I read Madeleine L’Engle’s classic, Newbery-award-winning book A Wrinkle in Time (Madeleine L’Engle’s Time Quintet) for the first time only because it was the assigned book for bookclub.
Unlike my husband, I wasn’t assigned to read it in school. Despite being a voracious reader growing up. Despite loving the fantasy genre, I never voluntarily read it as an adult.
I’m not entirely sure how I feel about it. I liked the character of Meg quite a bit. I liked her younger brother Charles Wallace well enough. I didn’t feel like I got to know Calvin that well, but he was an interesting character. However, nothing about the book got me super excited to find out more about the characters, and what happened to them in later books in the series.
I felt like there were too many occasions where instead of really explaining something, L’Engle instead had one of the “wiser” characters express frustration that the concepts just couldn’t really be explained in words. Jumbled bits of half-explanations were almost given, with the caveat that “There’s some things we just aren’t meant to understand.” It’s okay though, Charles Wallace has such a prodigious intellect that he understands and tells Meg that it’s allright. (yes, that’s sarcasm.)

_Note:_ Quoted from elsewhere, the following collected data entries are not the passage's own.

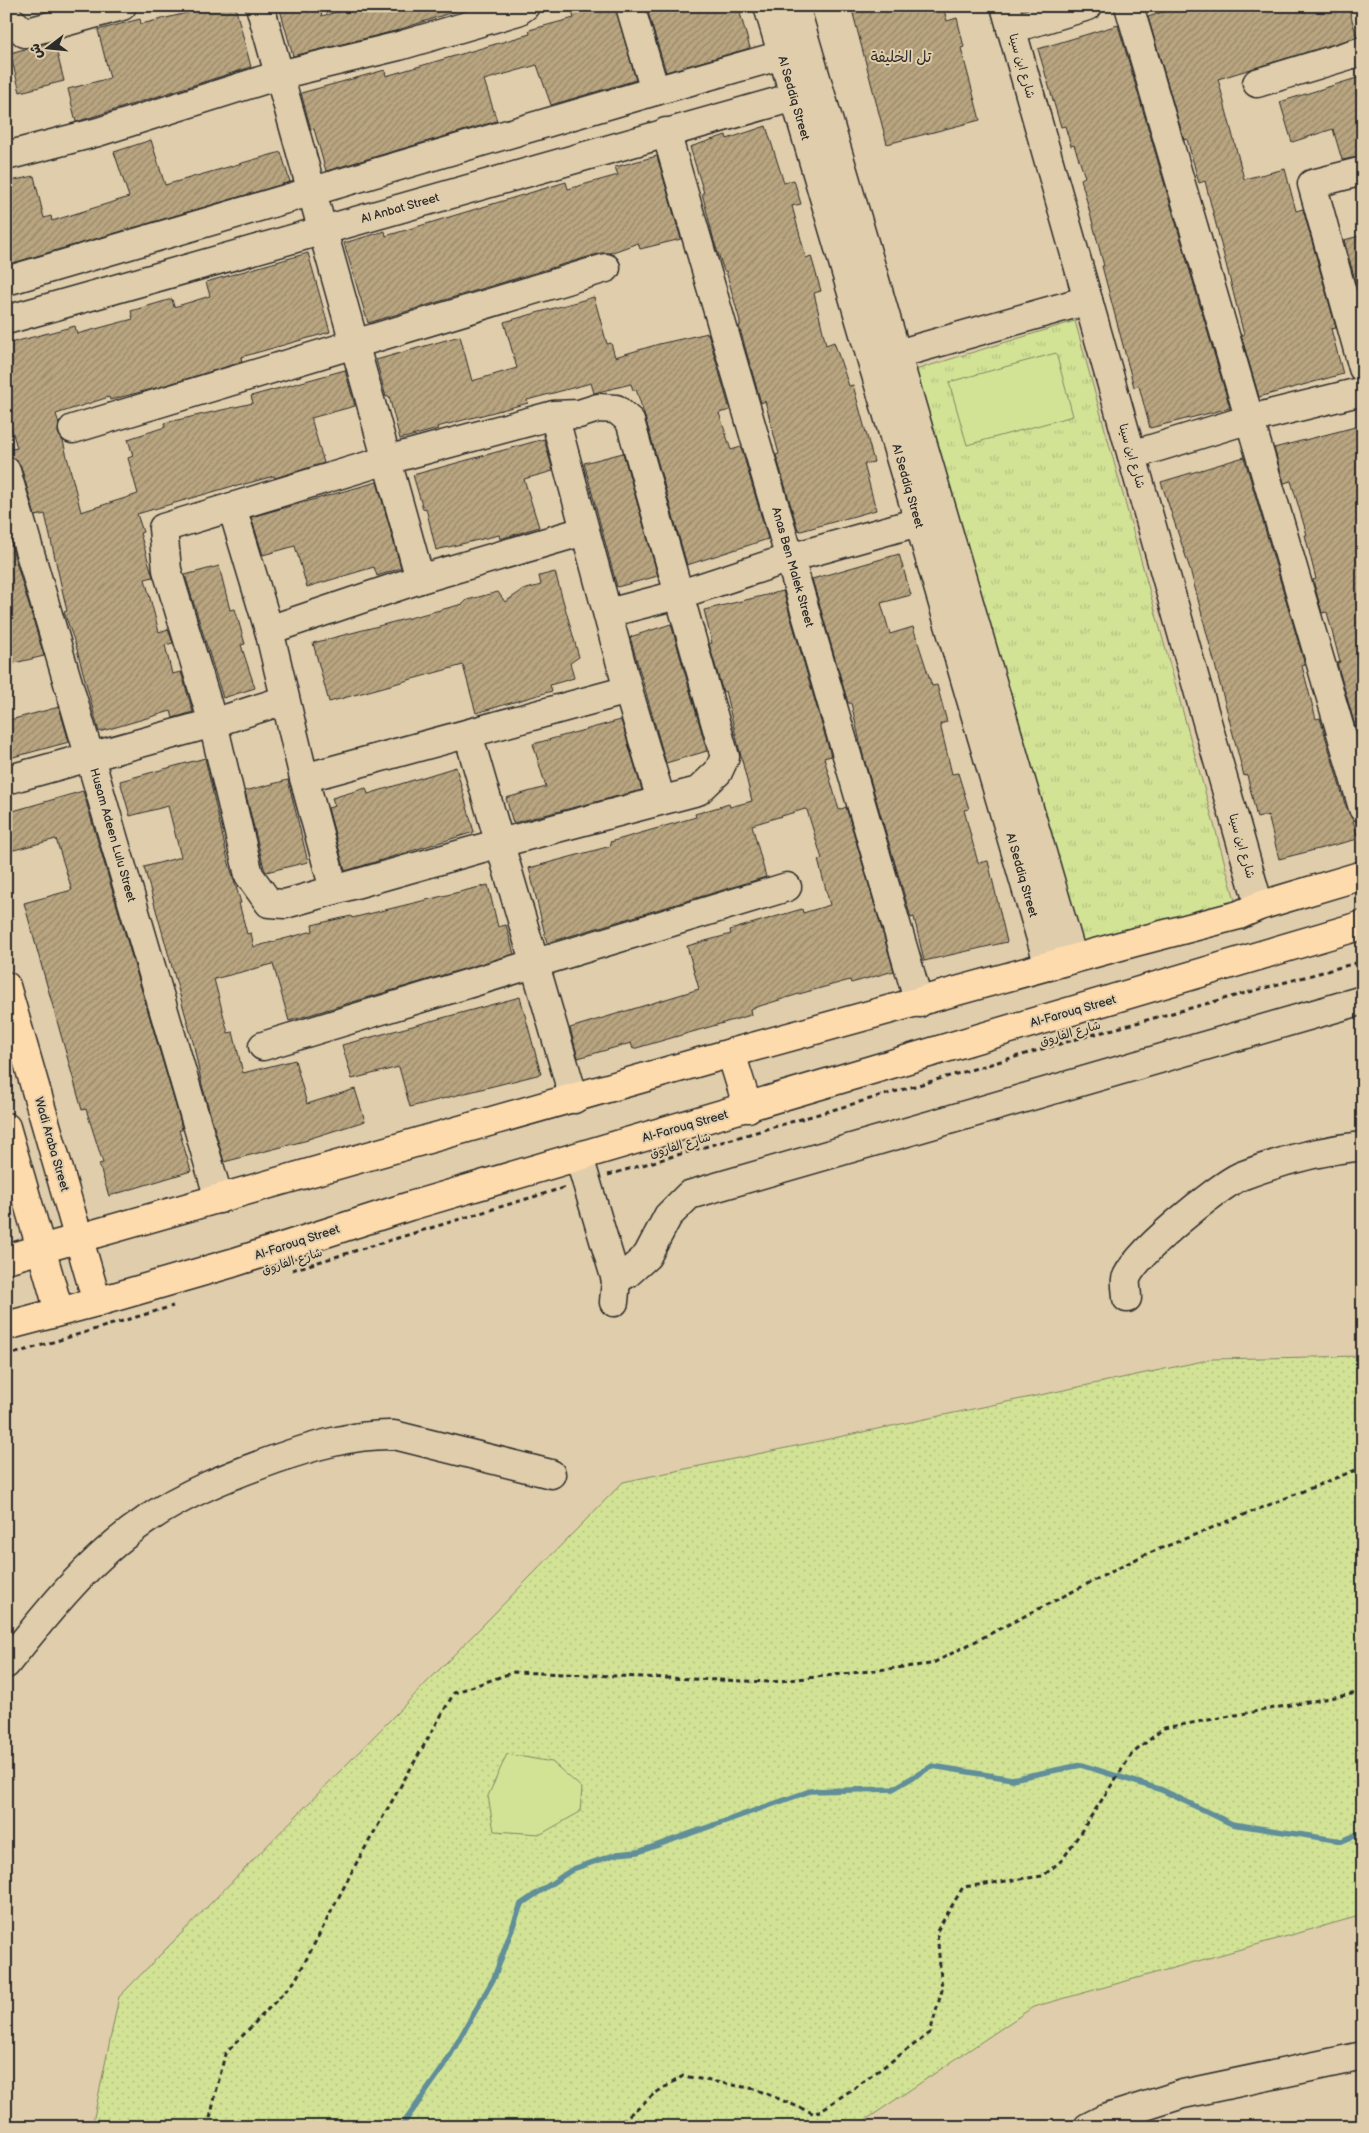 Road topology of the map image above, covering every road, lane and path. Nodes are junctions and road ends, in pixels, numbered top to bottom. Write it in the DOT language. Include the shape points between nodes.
graph roads {
  1 [pos="122,6"];
  2 [pos="260,6"];
  3 [pos="525,6"];
  4 [pos="630,6"];
  5 [pos="768,6"];
  6 [pos="795,6"];
  7 [pos="1088,6"];
  8 [pos="1129,6"];
  9 [pos="74,13"];
  10 [pos="6,16"];
  11 [pos="1008,17"];
  12 [pos="1363,51"];
  13 [pos="782,55"];
  14 [pos="279,75"];
  15 [pos="1257,83"];
  16 [pos="655,90"];
  17 [pos="794,97"];
  18 [pos="666,132"];
  19 [pos="6,156"];
  20 [pos="1363,171"];
  21 [pos="312,192"];
  22 [pos="323,230"];
  23 [pos="606,268"];
  24 [pos="6,280"];
  25 [pos="1088,300"];
  26 [pos="6,320"];
  27 [pos="355,344"];
  28 [pos="884,357"];
  29 [pos="1363,368"];
  30 [pos="1363,390"];
  31 [pos="554,415"];
  32 [pos="1250,420"];
  33 [pos="73,430"];
  34 [pos="1132,455"];
  35 [pos="387,460"];
  36 [pos="6,471"];
  37 [pos="232,507"];
  38 [pos="918,522"];
  39 [pos="584,531"];
  40 [pos="790,558"];
  41 [pos="420,579"];
  42 [pos="681,594"];
  43 [pos="608,613"];
  44 [pos="269,630"];
  45 [pos="628,690"];
  46 [pos="284,700"];
  47 [pos="213,723"];
  48 [pos="468,734"];
  49 [pos="90,756"];
  50 [pos="304,778"];
  51 [pos="6,780"];
  52 [pos="661,800"];
  53 [pos="1363,808"];
  54 [pos="500,843"];
  55 [pos="1363,875"];
  56 [pos="787,887"];
  57 [pos="334,890"];
  58 [pos="1259,906"];
  59 [pos="1363,925"];
  60 [pos="1363,961"];
  61 [pos="1061,963"];
  62 [pos="535,964"];
  63 [pos="6,986"];
  64 [pos="1363,1000"];
  65 [pos="919,1002"];
  66 [pos="263,1046"];
  67 [pos="731,1054"];
  68 [pos="574,1099"];
  69 [pos="748,1108"];
  70 [pos="6,1127"];
  71 [pos="1363,1146"];
  72 [pos="583,1169"];
  73 [pos="219,1199"];
  74 [pos="79,1239"];
  75 [pos="41,1249"];
  76 [pos="6,1259"];
  77 [pos="292,1270"];
  78 [pos="1127,1298"];
  79 [pos="98,1302"];
  80 [pos="177,1305"];
  81 [pos="59,1311"];
  82 [pos="6,1326"];
  83 [pos="6,1356"];
  84 [pos="1363,1467"];
  85 [pos="552,1474"];
  86 [pos="6,1664"];
  87 [pos="1363,1692"];
  88 [pos="1363,2056"];
  89 [pos="208,2127"];
  90 [pos="615,2127"];
  91 [pos="1088,2127"];
  1 -- 9 [label="street"];
  2 -- 14 [label="street"];
  3 -- 14 [label="street" via="518,11 399,46"];
  4 -- 16 [label="street"];
  5 -- 13 [label="street, Al Seddiq Street"];
  6 -- 28 [label="street, Al Seddiq Street"];
  7 -- 11 [label="street"];
  8 -- 32 [label="street"];
  9 -- 10 [label="street" via="25,33"];
  11 -- 25 [label="street, شارع ابن سينا"];
  12 -- 15 [label="street"];
  13 -- 16 [label="street"];
  13 -- 17 [label="street, Al Seddiq Street"];
  14 -- 19 [label="street" via="98,132"];
  14 -- 21 [label="street"];
  16 -- 21 [label="street"];
  17 -- 18 [label="street, Al Anbat Street"];
  17 -- 28 [label="street, Al Seddiq Street"];
  18 -- 22 [label="street, Al Anbat Street"];
  18 -- 40 [label="street, Anas Ben Malek Street"];
  20 -- 29 [label="street" via="1312,184"];
  21 -- 22 [label="street"];
  21 -- 24 [label="street"];
  22 -- 26 [label="street, Al Anbat Street"];
  22 -- 27 [label="street"];
  23 -- 27 [label="street"];
  25 -- 28 [label="street"];
  25 -- 34 [label="street, شارع ابن سينا"];
  27 -- 33 [label="street"];
  27 -- 35 [label="street"];
  28 -- 38 [label="street, Al Seddiq Street"];
  28 -- 61 [label="street, Al Seddiq Street"];
  30 -- 32 [label="street"];
  31 -- 35 [label="street"];
  31 -- 39 [label="street"];
  31 -- 42 [label="street" via="578,414 598,408 616,409 630,421"];
  32 -- 34 [label="street"];
  32 -- 53 [label="street"];
  34 -- 58 [label="street, شارع ابن سينا"];
  35 -- 37 [label="street"];
  35 -- 41 [label="street"];
  36 -- 49 [label="street, Husam Adeen Lulu Street"];
  37 -- 44 [label="street"];
  37 -- 47 [label="street" via="163,528 167,570"];
  38 -- 40 [label="street"];
  38 -- 61 [label="street, Al Seddiq Street"];
  39 -- 41 [label="street"];
  39 -- 43 [label="street"];
  40 -- 42 [label="street"];
  40 -- 65 [label="street, Anas Ben Malek Street"];
  41 -- 44 [label="street"];
  42 -- 43 [label="street"];
  42 -- 52 [label="street" via="726,757 718,772 698,791"];
  43 -- 45 [label="street"];
  44 -- 46 [label="street"];
  45 -- 48 [label="street"];
  45 -- 52 [label="street"];
  46 -- 47 [label="street"];
  46 -- 50 [label="street"];
  47 -- 49 [label="street"];
  47 -- 57 [label="street" via="248,875 259,891 269,903 285,904"];
  48 -- 50 [label="street"];
  48 -- 54 [label="street"];
  49 -- 51 [label="street"];
  49 -- 73 [label="street, Husam Adeen Lulu Street"];
  50 -- 57 [label="street"];
  52 -- 54 [label="street"];
  54 -- 57 [label="street"];
  54 -- 62 [label="street"];
  55 -- 58 [label="main road"];
  56 -- 62 [label="street"];
  58 -- 61 [label="main road" via="1239,915"];
  59 -- 69 [label="main road, Al-Farouq Street"];
  60 -- 72 [label="path, شارع الفاروق"];
  61 -- 65 [label="main road"];
  62 -- 66 [label="street"];
  62 -- 68 [label="street"];
  63 -- 74 [label="main road, Wadi Araba Street"];
  64 -- 72 [label="street" via="689,1195 668,1216 646,1256 615,1291"];
  65 -- 67 [label="main road"];
  67 -- 68 [label="main road"];
  67 -- 69 [label="main road"];
  68 -- 73 [label="main road"];
  69 -- 72 [label="main road, Al-Farouq Street"];
  70 -- 75 [label="main road"];
  71 -- 78 [label="street" via="1331,1149 1240,1177 1202,1202 1147,1250 1126,1279"];
  72 -- 77 [label="path, شارع الفاروق"];
  72 -- 79 [label="main road, Al-Farouq Street" via="410,1206"];
  73 -- 74 [label="main road"];
  74 -- 75 [label="main road"];
  74 -- 79 [label="main road, Wadi Araba Street"];
  75 -- 76 [label="main road"];
  75 -- 81 [label="main road"];
  79 -- 81 [label="main road, Al-Farouq Street"];
  80 -- 83 [label="path"];
  81 -- 82 [label="main road, Al-Farouq Street"];
  84 -- 89 [label="path" via="1142,1556 932,1664 771,1682 514,1672 454,1693 357,1862 295,1981 225,2054"];
  85 -- 86 [label="street" via="394,1435 325,1444 263,1464 199,1489 146,1519 68,1588"];
  87 -- 90 [label="path" via="1164,1728 1132,1754 1063,1859 1043,1876 963,1888 937,1931 942,1990 930,2032 815,2114 755,2089 683,2076 654,2094"];
  88 -- 91 [label="street" via="1183,2094 1104,2118"];
}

Some of my frustrations with the book may just be because it was so groundbreaking, things I like and take for granted now were something rare and special, like having a girl be the main character and hero in a science fiction/fantasy novel. Maybe it only seemed so formulaic to me because it set the formula that many other books have followed?
L’Engle includes one of my most-loathed contrivances in children’s literature, the wise adult dismissing children with the equivalent of “you aren’t old enough/mature enough to understand, but meanwhile go off and save the world because you’re the only one(s) who can. You just won’t know what you’re facing.” But of course the wise adults have super-powers and can magically appear just when they’re most needed and/or provide some sort of prop with special qualities that can save the heroes.
There are so many times when I read books that are wildly praised and wonder what’s all the fuss, and this is definitely one of those times. The book was ok, but in no way is it even close to being one of my favorite books of all time, and I know of many people for whom that is the case.